Sunday, March 11, 2012

Brantford Bald Eagles

On a dreary, windy, and rather cool day last Sunday, I took my two oldest boys Andrew and Jordan to see if we could find the Bald Eagles which had been reported to be actively tending a nest on the Grand River in Brantford near Brant Park.  We headed down to two known nest sites with very good information from Bill Lamond from the BrantBirds group.  We found the first nest without too much trouble, but didn't see any evidence of it being occupied.

Bald Eagle nest - the original one
From this nest which is a little southwest of Wilkes Dam, we traveled downriver towards the second nest site to see if there was any activity.  As we walked along the bank, we passed an old Indian dam, the remnants of which are only evident at this time of year by a relatively straight line of agitated water as it tumbles over the rocks placed there years ago to raise the water level.  I've tried to find out online why the Indians built a dam here, but couldn't find anything about it.

We met a gentleman on the path who lives just south of the area, and he pointed us to an eagles a bit down river of us where he had just waked from.  He also pointed out to us the site of the second, newer nest which I understand was built over the winter this year.  He said the newer nest is built in a huge old Sycamore tree, lower down, and much more stable.  It's larger than the old one too, though not very visible from where we were standing.  No one seems to be sure why, but the eagle pair has decided go back to the old nest which they attempted unsuccessfully last year to raise young in.  The old nest is higher up in a more slender tree, and it was swaying significantly in the blustery weather we buffeted by.

Bald Eagle
Not long after we had arrived, the eagle had had enough of this lookout point, stretched out its magnificent wings, lifted off, and turned back to soar up river towards the active nest.

Bald Eagle in flight.

From what I am reading and learning online, I would have to guess this is the female.  When side by side, the female is larger in overall size, and in wingspan.  But apart, and if close enough to tell, the clearest ways to tell are:
  1. Eye shadow and eye brows: The female has a very pronounced eye brow and around the eye it looks like she is wearing eye shadow.
  2. Mandible end point: the female's mandible ends at or almost behind the eye where male's is closer to before the eye.
  3. White head: the male's is almost always brilliant white where the female has some faint streaking in it.
Here is actually a pretty good link for a short video where they go through the visible differences.

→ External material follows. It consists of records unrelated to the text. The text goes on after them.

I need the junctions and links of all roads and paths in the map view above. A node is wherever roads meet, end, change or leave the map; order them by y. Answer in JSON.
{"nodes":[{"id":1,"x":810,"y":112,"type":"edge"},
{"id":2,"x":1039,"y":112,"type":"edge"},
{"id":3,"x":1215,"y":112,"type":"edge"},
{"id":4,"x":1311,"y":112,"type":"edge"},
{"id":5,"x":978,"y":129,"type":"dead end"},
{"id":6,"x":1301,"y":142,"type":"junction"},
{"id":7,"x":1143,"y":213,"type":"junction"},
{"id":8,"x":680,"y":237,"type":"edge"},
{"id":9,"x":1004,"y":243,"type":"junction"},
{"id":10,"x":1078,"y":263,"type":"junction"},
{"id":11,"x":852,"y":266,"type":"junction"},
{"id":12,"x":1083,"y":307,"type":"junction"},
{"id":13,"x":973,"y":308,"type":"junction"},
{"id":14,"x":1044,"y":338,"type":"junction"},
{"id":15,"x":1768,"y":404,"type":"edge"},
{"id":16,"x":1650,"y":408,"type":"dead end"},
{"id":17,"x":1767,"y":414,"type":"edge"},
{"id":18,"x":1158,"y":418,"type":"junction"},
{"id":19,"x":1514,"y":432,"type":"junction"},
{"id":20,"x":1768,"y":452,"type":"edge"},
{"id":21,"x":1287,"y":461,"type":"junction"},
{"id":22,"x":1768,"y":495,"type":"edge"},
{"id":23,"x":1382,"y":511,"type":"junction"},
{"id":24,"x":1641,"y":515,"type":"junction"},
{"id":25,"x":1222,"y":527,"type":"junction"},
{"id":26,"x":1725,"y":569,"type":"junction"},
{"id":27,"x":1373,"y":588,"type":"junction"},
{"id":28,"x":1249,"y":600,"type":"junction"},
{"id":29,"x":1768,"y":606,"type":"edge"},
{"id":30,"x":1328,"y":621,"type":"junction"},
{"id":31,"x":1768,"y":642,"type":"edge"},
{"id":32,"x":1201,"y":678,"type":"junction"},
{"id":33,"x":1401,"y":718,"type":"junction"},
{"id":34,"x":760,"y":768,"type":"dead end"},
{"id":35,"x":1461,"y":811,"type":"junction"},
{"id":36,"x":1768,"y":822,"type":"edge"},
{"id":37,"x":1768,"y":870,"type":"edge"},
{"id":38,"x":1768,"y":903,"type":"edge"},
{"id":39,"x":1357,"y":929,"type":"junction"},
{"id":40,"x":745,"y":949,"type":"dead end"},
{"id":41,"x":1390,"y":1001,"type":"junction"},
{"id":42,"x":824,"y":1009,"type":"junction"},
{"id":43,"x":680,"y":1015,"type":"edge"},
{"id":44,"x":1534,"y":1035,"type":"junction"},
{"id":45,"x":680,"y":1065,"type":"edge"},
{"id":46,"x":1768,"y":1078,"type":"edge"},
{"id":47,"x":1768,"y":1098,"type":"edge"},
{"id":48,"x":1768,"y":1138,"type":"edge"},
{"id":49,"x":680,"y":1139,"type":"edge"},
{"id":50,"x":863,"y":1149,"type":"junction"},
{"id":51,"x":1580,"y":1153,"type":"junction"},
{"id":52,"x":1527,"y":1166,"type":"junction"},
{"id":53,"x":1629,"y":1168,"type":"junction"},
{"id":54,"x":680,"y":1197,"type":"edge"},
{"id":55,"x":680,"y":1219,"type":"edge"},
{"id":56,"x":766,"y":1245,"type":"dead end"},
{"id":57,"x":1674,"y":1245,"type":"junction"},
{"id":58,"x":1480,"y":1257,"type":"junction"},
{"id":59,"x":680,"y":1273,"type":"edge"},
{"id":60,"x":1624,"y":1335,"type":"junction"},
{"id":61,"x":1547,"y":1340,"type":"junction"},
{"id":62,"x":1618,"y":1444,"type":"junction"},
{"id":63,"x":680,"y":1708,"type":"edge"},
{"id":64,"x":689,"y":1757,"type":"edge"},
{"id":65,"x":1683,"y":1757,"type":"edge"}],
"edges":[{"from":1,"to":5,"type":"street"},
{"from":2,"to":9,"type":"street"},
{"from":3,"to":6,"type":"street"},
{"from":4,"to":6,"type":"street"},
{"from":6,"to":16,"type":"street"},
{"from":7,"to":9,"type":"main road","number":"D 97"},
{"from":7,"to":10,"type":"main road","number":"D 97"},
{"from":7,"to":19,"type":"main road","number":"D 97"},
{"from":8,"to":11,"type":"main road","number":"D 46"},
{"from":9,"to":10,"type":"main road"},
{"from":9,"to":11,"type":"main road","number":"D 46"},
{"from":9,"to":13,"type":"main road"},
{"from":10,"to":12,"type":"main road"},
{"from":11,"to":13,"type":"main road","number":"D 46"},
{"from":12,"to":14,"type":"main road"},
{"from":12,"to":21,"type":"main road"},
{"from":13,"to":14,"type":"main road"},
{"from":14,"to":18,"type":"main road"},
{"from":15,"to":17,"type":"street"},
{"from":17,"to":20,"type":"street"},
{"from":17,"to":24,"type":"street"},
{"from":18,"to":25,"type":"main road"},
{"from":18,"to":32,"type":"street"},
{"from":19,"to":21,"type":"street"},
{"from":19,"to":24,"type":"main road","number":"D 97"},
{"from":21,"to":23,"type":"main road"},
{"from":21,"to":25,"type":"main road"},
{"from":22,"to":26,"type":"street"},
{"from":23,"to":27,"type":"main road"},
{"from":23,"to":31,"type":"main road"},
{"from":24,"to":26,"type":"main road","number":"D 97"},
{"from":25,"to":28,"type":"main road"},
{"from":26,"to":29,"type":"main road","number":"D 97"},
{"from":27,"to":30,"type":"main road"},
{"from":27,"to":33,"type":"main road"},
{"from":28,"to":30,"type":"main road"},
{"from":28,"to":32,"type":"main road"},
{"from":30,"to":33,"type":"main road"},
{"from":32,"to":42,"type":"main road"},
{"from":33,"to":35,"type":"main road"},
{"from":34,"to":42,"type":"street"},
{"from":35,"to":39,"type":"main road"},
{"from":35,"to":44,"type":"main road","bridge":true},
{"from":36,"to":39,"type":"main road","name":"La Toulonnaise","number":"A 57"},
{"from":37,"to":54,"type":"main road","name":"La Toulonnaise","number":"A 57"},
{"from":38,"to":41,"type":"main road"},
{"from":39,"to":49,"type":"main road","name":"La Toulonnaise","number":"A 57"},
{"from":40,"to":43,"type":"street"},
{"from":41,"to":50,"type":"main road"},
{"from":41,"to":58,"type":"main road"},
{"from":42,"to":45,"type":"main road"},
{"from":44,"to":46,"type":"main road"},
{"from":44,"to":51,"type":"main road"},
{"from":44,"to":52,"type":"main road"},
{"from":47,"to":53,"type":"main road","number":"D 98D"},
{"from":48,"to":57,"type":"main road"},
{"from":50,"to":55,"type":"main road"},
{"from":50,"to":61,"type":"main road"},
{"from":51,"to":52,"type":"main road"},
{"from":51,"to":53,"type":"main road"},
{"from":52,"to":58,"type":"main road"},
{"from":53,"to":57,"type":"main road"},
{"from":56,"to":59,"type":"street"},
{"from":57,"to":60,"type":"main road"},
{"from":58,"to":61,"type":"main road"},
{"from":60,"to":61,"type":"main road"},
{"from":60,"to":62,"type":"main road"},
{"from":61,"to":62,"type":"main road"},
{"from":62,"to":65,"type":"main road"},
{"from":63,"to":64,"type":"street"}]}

We followed the flight back to the nest site, and got to see the two eagles on the nest together.  If I'm correct that we had seen the female earlier, she relieved the male of egg sitting duties.  A post on BrantBirds says that at least one egg was laid on Feb 29th which would mean that about April 4th (35 days) the egg would hatch.  Its unknown how many there are, but it would seem there are eggs with obvious duty switches and persistent nest watch being taken seriously.

Male Bald Eagle leaves female (just visible) a turn on the nest.

I returned for a second visit today again and saw both the eagles.  I didn't get many pictures but will post a short description with photographic evidence soon.  Even though I didn't get many good pictures, it was a beautiful day standing in short sleeves, enjoying the warm sun!

After just getting lost part replaced by my machinist brother, I left my tripod there - I had lost track of time and had to rush to get home and back to church!  But I'm grateful to Sue, who I met and spent the afternoon watching the eagles with, for taking it home with her till we can cross paths in the near future so I can get it back!  Thanks Sue!